Tuesday, June 11, 2019

How to Be Your Own Writer's Group

Photo © Creative Commons Zero (CCO)

After fifteen years, my writer's group has called it a day. The reasons are many: extensive travel plans; classes and life changes; projects and deadlines to meet. We just don't have the time any more for freewriting together on a bi-weekly basis. But that doesn't mean I'm going to abandon my own personal schedule of artist's dates and making time to sit down, slow down, and check-in with myself. (How's it going, Valerie? Well, I managed to revise twenty pages of Ghazal and three sketches on my picture book this week. Really? Great! Have a latte.)

It's going to be different, no two ways about it, but I've come up with a plan to ensure I still have a creative life beyond my desk or art table:
  • Keep writing in cafes. I've always loved drinking a cup of tea or coffee while I scribbled in a spiral-bound notebook surrounded by a crowd of noisy strangers. The more chaotic the atmosphere, the better the writing seemed to be! Although I'm no longer in a group, I still want to have cafe time to a) journal on my writing progress, b) create my synopses, query letters, and book descriptions, and c) work on a new project/challenge I'll be announcing in a couple of weeks!
  • Watch YouTube.com videos on art and writing. Instead of watching the usual TV programs, I can set aside a dedicated half hour or so to learn a new creative technique or listen to an inspiring talk.
  • Enroll in an online class. There are so many to choose from! I may not do this for a little while, but it might be fun for say, Inktober (an ink drawing a day challenge in October). Interacting with the teacher and other students might prove to be the most valuable part of the class.
  • New supplies. There's nothing like a trip to the office supply or art store at least once a month. Gel pens, sketchbooks, brushes, color pencils . . . shopping for supplies is always the perfect artist date.
  • Buy a new prompt or how-to book or magazine once a month (or so). Bookstores, yay! Need I say more?
  • Cut out magazine photos, and rather than create new stories from the pictures, see if I can use them as reference photos to illustrate my WIP. Although Ghazal is a literary novel for adults, I enjoy designing illustrations to go with the plot.
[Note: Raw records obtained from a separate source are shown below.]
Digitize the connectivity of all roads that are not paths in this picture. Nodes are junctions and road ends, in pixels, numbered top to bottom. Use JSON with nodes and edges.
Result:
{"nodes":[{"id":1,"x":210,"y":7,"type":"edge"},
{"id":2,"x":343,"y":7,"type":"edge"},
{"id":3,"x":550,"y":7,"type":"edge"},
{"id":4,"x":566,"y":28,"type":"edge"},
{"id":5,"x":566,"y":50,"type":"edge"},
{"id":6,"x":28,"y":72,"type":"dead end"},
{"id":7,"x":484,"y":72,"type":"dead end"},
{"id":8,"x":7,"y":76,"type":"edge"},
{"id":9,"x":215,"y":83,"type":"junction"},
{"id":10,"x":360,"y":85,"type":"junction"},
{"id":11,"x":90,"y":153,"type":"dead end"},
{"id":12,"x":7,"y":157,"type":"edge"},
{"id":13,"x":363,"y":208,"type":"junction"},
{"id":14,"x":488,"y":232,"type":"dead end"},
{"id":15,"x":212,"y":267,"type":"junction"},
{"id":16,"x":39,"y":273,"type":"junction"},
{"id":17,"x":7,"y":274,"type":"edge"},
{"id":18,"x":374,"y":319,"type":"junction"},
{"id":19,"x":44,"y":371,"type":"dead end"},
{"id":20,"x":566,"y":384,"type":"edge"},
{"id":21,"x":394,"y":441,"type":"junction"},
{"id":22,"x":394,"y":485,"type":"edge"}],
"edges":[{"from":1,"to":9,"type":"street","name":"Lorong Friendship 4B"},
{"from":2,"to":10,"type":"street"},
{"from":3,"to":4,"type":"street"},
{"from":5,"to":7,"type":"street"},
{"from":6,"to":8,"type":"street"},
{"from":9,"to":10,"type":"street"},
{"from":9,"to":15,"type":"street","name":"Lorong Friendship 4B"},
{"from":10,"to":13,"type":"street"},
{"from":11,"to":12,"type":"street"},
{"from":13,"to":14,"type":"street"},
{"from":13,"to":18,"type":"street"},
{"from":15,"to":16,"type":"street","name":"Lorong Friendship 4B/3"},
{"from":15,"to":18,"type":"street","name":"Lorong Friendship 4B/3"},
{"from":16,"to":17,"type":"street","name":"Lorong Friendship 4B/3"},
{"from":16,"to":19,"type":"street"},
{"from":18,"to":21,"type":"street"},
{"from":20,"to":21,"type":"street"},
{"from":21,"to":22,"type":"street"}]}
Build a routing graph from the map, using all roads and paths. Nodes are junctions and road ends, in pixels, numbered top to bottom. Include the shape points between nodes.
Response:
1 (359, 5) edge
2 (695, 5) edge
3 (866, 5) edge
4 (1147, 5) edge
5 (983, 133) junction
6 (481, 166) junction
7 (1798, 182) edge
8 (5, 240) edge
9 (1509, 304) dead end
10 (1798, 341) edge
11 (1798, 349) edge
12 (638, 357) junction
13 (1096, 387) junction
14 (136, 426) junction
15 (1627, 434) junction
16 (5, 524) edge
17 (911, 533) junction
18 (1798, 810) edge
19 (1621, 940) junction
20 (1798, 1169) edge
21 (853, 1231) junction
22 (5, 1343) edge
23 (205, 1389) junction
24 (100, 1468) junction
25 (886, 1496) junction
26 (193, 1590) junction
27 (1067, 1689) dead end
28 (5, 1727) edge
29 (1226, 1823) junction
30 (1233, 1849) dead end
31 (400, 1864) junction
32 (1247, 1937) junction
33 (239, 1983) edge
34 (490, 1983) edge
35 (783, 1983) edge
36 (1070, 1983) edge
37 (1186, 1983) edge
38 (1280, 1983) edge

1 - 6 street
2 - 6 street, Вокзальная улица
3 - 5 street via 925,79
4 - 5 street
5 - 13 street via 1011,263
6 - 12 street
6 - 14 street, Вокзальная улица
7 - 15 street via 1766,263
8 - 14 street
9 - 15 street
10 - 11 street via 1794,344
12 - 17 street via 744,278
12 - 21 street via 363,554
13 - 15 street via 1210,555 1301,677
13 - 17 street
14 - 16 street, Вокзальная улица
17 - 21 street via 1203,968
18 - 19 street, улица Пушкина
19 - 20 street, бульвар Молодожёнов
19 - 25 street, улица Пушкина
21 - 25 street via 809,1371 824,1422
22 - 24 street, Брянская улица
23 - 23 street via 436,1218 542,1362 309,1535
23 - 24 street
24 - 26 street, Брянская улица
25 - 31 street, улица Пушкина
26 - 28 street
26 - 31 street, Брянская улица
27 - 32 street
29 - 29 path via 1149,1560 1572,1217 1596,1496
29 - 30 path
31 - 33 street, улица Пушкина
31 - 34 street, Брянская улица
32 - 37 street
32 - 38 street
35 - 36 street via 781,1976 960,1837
So far these have only been rough sketches, but I'd like to go deeper with these and create some solid artwork based on my plot. And who knows? I might end up having an illustrated novel after all--a whole new genre!
  • Pick a non-cafe writing spot to use on a regular basis. For most of our meetings as a group we needed to find a place that was good for everyone with good parking, wasn't too noisy (not many people share my ability shut out distraction), and that provided privacy for reading our work aloud. Now that it's just me, I might go to a park, a business center, or a hotel lobby, places that might not welcome a group but are fine with a lone visitor. 
  • Use social media to connect to other writers. I've been so busy with my book these last few months that I've let my tweeting and even my blogging slide a bit. Thinking up tips and motivations for fellow writers and artists is a great way to connect online without resorting to tweets such as: "I had a sandwich for lunch." (I still do that, but I do try to justify it by sharing a vegetarian sandwich ingredient or recipe others might like to try!
I was lucky to have my group for so long, and the one thing that won't change is our friendship. We still plan to have lunch, visit galleries, and have some non-writing adventures together. In the meantime: happy trails, all. Thanks for hanging in there. 

Tip of the Day:  For most of my writing life, I've gravitated toward writing groups. The same with art. But now it's time to think outside of the box and explore something new, groups that focus on travel, beading, reading--they're all out there. But until then, I've got a book to finish . . . a never-ending book . . . Hello, manuscript. Have another latte.